--- MATERIAL FOR THIS TASK ---

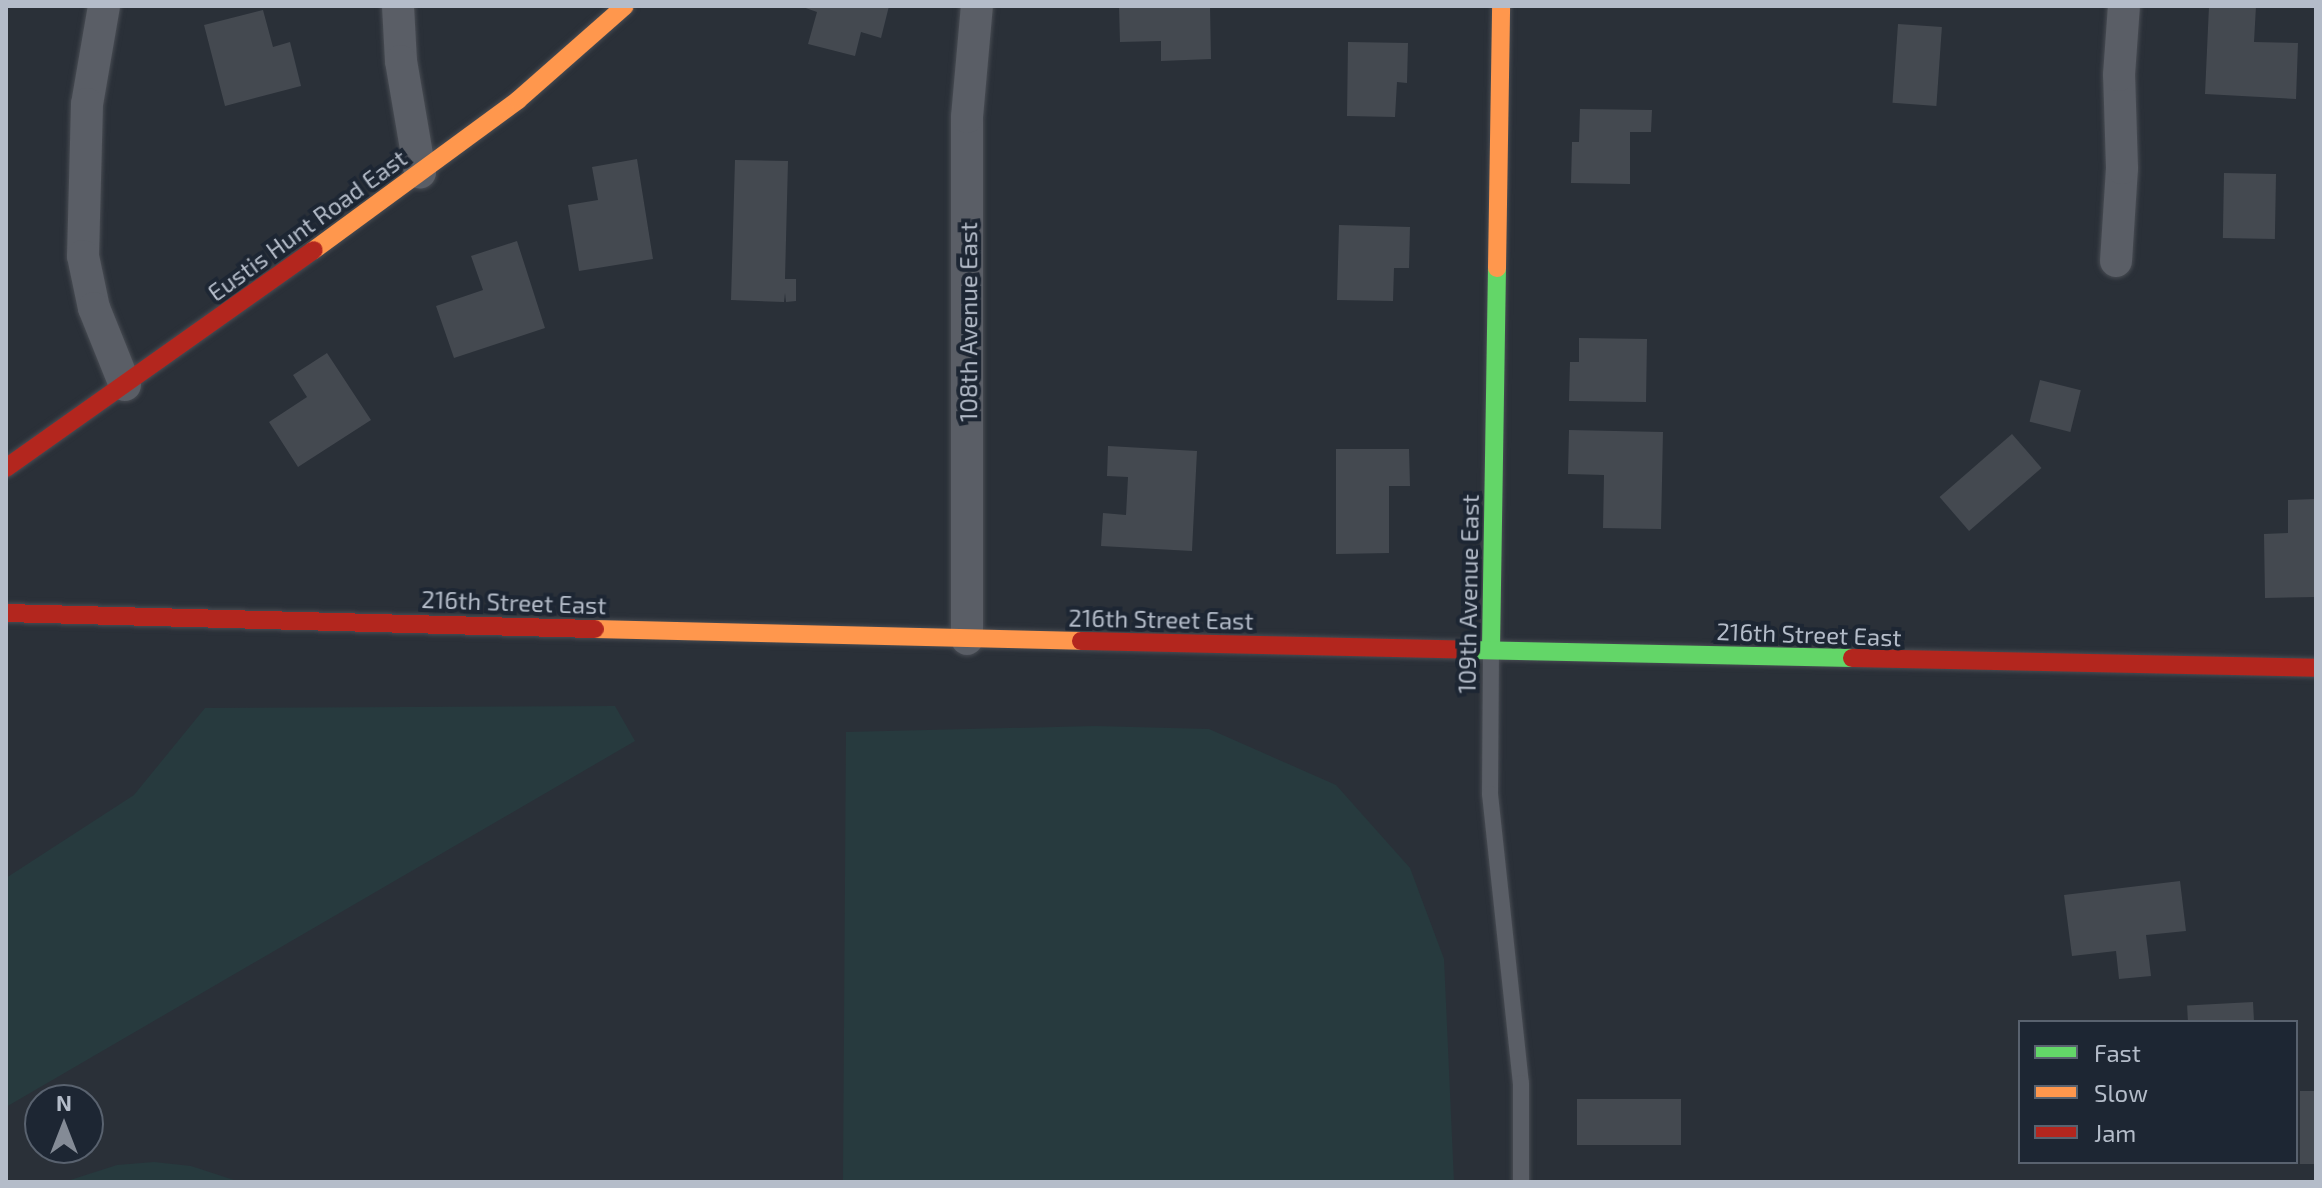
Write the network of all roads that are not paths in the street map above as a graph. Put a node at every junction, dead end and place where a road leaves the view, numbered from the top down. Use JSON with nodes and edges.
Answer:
{"nodes":[{"id":1,"x":104,"y":6,"type":"edge"},
{"id":2,"x":398,"y":6,"type":"edge"},
{"id":3,"x":625,"y":6,"type":"edge"},
{"id":4,"x":977,"y":6,"type":"edge"},
{"id":5,"x":1501,"y":6,"type":"edge"},
{"id":6,"x":2124,"y":6,"type":"edge"},
{"id":7,"x":420,"y":172,"type":"junction"},
{"id":8,"x":2116,"y":261,"type":"dead end"},
{"id":9,"x":125,"y":385,"type":"junction"},
{"id":10,"x":6,"y":468,"type":"edge"},
{"id":11,"x":6,"y":613,"type":"edge"},
{"id":12,"x":967,"y":639,"type":"junction"},
{"id":13,"x":1491,"y":649,"type":"junction"},
{"id":14,"x":2316,"y":668,"type":"edge"},
{"id":15,"x":1521,"y":1182,"type":"edge"}],
"edges":[{"from":1,"to":9,"type":"street"},
{"from":2,"to":7,"type":"street"},
{"from":3,"to":7,"type":"street","name":"Eustis Hunt Road East"},
{"from":4,"to":12,"type":"street","name":"108th Avenue East"},
{"from":5,"to":13,"type":"street","name":"109th Avenue East"},
{"from":6,"to":8,"type":"street"},
{"from":7,"to":9,"type":"street","name":"Eustis Hunt Road East"},
{"from":9,"to":10,"type":"street","name":"Eustis Hunt Road East"},
{"from":11,"to":12,"type":"street","name":"216th Street East"},
{"from":12,"to":13,"type":"street","name":"216th Street East"},
{"from":13,"to":14,"type":"street","name":"216th Street East"},
{"from":13,"to":15,"type":"lane","name":"109th Avenue East"}]}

---

**EXERCISE PROMPT:**
Lines in the records above that carry the word "dead" are to be located and copied.

**RESPONSE TO THIS TASK:**
Write the network of all roads that are not paths in the street map above as a graph. Put a node at every junction, dead end and place where a road leaves the view, numbered from the top down. Use JSON with nodes and edges.
{"id":8,"x":2116,"y":261,"type":"dead end"},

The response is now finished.